In fearful anticipation of the 2012 re-assessment figures, a County Council member has proposed softening the sticker shock by using a fractional Predetermined Ratio (PDR) to lower assessments from the 100 percent of appraised value procedure now in place. That is to say instead of a $200,000 appraised value property being assessed for tax purposes at $200,000, the County could use a ratio of say 80 percent and lower the assessed value to $160,000. For a homeowner whose property appraisal was actually increased from $160,000 to $200,000 by the reassessment that would seem to leave the tax liability unchanged. But in fact it does nothing to change the shift in tax burden that would have occurred if the 100 percent PDR is used.
Since all property values would have the same 80 percent factor applied, the relative values of properties would remain unchanged. Presumably, taxing bodies will need to maintain total revenue collections after the re-assessment somewhere close to the pre-reassessment levels. Thus, millage rates will have to be adjusted to make that happen and changing the predetermined ratio merely creates an illusion of lowering tax liabilities.

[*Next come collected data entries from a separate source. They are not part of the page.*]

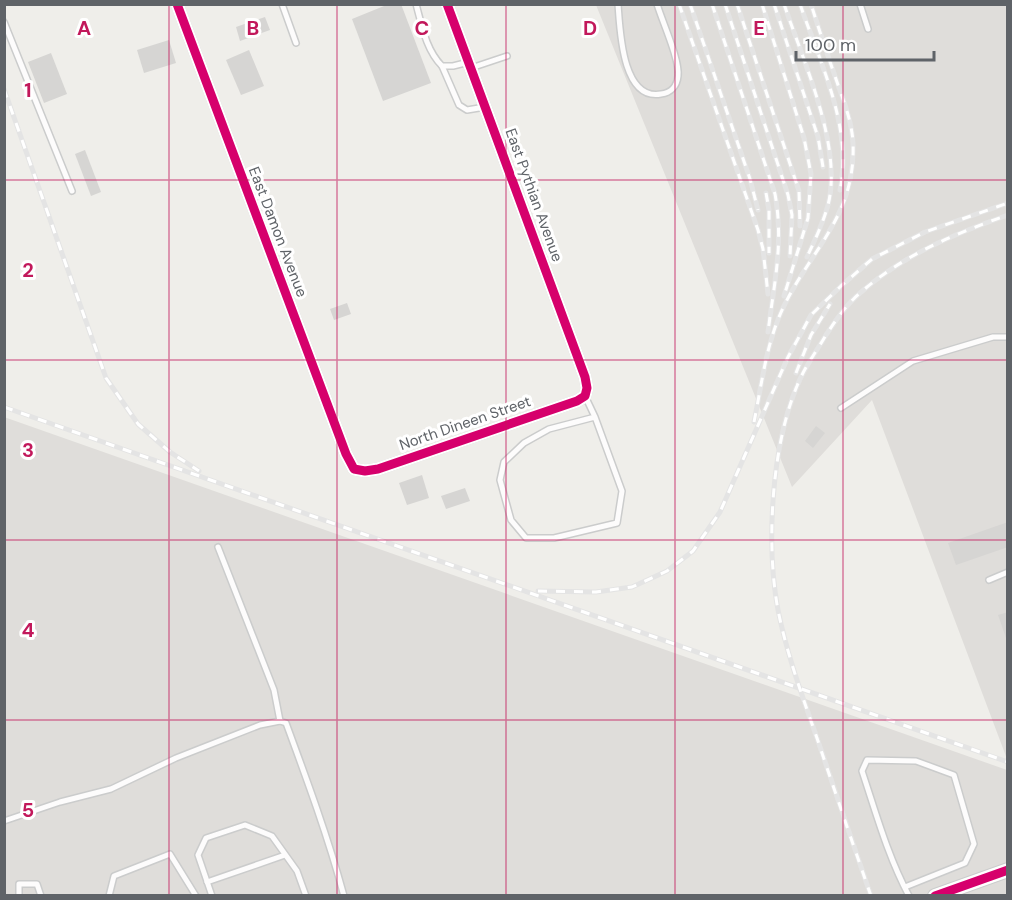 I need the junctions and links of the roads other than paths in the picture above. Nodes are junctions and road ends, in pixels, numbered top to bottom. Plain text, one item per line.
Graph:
1 (177, 4) edge
2 (282, 4) edge
3 (416, 4) edge
4 (447, 4) edge
5 (618, 4) edge
6 (657, 4) edge
7 (860, 4) edge
8 (4, 22) edge
9 (868, 29) dead end
10 (296, 42) dead end
11 (507, 56) dead end
12 (470, 65) junction
13 (442, 66) junction
14 (485, 107) junction
15 (72, 191) dead end
16 (1008, 337) edge
17 (585, 396) junction
18 (841, 408) dead end
19 (595, 417) junction
20 (354, 469) joint
21 (218, 547) dead end
22 (1008, 572) edge
23 (989, 579) dead end
24 (280, 721) junction
25 (4, 821) edge
26 (285, 855) junction
27 (1008, 870) edge
28 (207, 882) junction
29 (905, 887) junction
30 (20, 896) edge
31 (42, 896) edge
32 (110, 896) edge
33 (196, 896) edge
34 (212, 896) edge
35 (306, 896) edge
36 (344, 896) edge
37 (909, 896) edge
38 (935, 896) edge

1 - 20 street, East Damon Avenue
2 - 10 lane
3 - 13 lane
4 - 12 street, East Pythian Avenue
5 - 6 lane
7 - 9 lane
8 - 15 lane
11 - 12 lane
12 - 13 lane
12 - 14 street, East Pythian Avenue
13 - 14 lane
14 - 17 street, East Pythian Avenue
16 - 18 lane
17 - 19 lane
17 - 20 street, North Dineen Street
19 - 19 lane
21 - 24 lane
22 - 23 lane
24 - 25 lane
24 - 36 lane
26 - 28 lane
26 - 28 lane
26 - 35 lane
27 - 38 street
28 - 34 lane
29 - 29 lane
29 - 37 lane
30 - 31 lane
32 - 33 lane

Thus, property owners whose appraised value rises far more than the average increase in their school district and municipality and county will still face higher taxes while properties that have been over assessed and whose value drops relative to the average change will see decreases.
Re-assessment is about getting accurate values for purposes of taxation so that equity among property owners is achieved. Playing with the PDR is a gimmick meant to disguise the sting of sharp assessment increases. It won’t work.